_Task to complete_
The expected output is each line in the data below that includes the string "General".

[Saved data entries]
□ □ □ □ □
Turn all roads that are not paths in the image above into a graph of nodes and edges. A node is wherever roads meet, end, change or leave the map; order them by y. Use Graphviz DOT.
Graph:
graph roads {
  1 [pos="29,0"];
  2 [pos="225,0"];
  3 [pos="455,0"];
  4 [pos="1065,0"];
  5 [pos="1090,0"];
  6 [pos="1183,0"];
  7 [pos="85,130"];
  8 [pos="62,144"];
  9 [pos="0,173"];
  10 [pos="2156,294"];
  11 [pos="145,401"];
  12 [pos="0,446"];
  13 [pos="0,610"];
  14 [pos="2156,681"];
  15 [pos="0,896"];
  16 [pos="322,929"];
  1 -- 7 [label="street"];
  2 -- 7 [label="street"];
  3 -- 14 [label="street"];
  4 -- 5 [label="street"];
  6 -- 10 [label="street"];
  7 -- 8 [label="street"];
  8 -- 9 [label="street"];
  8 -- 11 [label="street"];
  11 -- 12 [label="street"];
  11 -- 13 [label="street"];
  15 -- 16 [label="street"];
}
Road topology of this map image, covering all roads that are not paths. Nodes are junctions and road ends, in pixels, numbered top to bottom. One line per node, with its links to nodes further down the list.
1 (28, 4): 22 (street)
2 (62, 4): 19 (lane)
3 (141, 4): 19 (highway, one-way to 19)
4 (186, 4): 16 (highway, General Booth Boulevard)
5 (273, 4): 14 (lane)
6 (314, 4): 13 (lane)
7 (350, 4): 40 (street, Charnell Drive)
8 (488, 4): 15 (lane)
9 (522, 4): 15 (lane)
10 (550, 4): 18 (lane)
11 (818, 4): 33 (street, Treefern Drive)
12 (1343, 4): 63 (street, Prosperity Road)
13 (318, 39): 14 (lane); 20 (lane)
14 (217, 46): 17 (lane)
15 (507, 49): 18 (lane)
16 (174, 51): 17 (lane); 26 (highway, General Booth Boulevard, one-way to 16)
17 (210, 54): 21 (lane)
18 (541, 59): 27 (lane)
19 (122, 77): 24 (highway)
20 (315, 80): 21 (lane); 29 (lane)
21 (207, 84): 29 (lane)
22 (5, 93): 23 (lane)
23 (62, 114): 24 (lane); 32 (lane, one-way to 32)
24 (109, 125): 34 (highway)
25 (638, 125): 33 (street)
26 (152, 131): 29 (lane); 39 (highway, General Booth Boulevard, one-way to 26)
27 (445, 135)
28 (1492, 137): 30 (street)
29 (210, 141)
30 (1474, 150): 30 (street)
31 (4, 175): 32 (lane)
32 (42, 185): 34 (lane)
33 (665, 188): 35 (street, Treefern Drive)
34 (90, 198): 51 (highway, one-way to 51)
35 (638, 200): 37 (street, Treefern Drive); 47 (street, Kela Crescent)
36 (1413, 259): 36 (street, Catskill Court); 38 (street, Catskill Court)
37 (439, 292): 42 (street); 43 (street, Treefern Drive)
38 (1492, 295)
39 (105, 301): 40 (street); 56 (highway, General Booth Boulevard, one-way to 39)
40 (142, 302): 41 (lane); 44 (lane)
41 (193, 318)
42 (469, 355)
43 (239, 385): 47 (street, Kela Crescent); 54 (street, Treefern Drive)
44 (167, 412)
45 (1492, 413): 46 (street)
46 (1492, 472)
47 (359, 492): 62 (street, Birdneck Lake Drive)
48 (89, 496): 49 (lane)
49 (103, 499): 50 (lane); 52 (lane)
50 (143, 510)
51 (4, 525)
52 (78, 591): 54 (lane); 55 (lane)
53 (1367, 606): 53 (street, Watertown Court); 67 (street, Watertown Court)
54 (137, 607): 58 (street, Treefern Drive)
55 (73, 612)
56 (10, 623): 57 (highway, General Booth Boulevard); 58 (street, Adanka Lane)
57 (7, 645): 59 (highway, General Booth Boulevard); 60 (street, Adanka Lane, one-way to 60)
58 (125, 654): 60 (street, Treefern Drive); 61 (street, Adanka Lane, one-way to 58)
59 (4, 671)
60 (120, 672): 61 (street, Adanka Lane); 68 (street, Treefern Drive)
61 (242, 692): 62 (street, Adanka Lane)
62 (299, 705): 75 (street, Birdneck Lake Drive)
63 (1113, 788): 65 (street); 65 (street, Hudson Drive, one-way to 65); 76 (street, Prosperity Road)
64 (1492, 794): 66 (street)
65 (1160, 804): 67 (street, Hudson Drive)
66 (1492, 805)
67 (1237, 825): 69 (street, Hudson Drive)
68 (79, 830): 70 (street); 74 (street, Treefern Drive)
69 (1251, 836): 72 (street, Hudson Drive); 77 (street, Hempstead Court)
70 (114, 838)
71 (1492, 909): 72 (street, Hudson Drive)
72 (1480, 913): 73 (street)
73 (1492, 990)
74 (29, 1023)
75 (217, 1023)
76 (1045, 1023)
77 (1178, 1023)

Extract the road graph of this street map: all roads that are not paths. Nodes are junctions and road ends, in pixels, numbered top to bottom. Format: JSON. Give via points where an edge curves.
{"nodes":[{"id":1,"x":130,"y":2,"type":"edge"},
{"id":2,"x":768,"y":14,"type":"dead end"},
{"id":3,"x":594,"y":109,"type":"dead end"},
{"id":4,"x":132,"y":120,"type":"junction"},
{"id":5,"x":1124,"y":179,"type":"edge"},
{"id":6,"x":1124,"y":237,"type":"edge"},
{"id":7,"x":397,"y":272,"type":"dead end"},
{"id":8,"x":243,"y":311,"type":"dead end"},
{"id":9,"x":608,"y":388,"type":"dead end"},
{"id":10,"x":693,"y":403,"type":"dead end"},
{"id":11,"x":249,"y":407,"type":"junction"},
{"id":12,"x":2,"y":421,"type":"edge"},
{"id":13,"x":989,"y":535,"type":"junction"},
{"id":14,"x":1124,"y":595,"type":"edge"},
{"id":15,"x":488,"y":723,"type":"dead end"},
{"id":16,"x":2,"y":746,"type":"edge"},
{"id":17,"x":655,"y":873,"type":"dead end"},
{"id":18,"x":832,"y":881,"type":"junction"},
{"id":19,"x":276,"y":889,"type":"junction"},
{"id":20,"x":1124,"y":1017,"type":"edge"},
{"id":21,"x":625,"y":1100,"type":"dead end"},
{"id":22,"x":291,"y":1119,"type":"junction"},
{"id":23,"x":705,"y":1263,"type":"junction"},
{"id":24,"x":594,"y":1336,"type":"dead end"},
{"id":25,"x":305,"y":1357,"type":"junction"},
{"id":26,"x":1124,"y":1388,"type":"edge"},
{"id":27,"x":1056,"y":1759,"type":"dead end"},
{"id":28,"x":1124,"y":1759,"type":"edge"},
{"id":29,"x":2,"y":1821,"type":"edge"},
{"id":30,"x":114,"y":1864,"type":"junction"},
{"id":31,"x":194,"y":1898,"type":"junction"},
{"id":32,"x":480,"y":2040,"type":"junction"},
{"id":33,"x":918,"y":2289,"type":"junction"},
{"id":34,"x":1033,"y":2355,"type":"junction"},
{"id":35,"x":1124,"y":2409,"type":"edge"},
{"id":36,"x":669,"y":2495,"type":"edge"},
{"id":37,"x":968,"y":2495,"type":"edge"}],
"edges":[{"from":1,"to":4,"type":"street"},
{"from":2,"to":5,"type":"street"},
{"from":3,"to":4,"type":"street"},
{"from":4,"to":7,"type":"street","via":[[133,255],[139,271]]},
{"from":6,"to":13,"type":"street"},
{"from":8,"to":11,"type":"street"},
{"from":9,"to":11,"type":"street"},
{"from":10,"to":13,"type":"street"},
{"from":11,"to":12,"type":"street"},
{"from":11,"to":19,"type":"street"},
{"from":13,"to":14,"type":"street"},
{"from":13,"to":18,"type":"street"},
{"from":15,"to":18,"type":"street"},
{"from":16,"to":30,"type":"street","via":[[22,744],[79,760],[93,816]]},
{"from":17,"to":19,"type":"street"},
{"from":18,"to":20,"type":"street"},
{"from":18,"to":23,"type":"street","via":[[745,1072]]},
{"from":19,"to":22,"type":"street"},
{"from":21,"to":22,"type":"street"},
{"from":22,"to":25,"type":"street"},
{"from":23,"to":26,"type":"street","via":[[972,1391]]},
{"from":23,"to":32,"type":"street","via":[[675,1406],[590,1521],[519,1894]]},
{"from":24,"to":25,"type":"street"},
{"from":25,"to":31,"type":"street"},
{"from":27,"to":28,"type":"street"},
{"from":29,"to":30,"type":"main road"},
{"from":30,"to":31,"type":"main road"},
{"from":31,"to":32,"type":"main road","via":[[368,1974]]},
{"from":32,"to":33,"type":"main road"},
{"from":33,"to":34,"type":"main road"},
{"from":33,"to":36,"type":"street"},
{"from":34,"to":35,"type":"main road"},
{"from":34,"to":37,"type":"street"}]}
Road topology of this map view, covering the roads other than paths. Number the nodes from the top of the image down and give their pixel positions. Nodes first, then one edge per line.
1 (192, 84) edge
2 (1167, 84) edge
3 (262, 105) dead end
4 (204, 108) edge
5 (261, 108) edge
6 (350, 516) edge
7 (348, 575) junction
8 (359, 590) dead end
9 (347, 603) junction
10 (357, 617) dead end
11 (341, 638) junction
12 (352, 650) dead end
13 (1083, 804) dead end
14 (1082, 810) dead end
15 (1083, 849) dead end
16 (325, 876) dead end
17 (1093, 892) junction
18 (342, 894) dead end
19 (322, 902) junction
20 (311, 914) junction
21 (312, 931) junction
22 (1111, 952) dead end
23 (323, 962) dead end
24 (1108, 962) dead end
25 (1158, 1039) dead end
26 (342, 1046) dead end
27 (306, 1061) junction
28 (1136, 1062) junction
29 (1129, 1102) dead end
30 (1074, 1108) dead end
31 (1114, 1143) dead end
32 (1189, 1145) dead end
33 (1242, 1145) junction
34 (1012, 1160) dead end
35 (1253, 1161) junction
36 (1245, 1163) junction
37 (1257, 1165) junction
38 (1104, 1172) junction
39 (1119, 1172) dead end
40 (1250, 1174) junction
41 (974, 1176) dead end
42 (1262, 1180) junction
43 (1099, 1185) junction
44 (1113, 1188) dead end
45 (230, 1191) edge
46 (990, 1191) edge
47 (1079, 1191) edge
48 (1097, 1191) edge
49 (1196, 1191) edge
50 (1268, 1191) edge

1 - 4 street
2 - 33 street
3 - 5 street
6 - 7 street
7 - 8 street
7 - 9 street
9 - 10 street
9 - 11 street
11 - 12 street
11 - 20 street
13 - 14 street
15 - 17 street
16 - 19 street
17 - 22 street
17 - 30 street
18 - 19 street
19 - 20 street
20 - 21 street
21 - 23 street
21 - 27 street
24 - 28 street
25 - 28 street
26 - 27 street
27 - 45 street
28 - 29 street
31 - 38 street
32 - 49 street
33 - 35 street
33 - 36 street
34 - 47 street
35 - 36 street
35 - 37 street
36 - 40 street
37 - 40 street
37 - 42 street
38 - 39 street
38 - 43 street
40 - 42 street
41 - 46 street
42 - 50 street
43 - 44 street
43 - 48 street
□ □ □ □ □
_Output for this task_
4 (186, 4): 16 (highway, General Booth Boulevard)
16 (174, 51): 17 (lane); 26 (highway, General Booth Boulevard, one-way to 16)
26 (152, 131): 29 (lane); 39 (highway, General Booth Boulevard, one-way to 26)
39 (105, 301): 40 (street); 56 (highway, General Booth Boulevard, one-way to 39)
56 (10, 623): 57 (highway, General Booth Boulevard); 58 (street, Adanka Lane)
57 (7, 645): 59 (highway, General Booth Boulevard); 60 (street, Adanka Lane, one-way to 60)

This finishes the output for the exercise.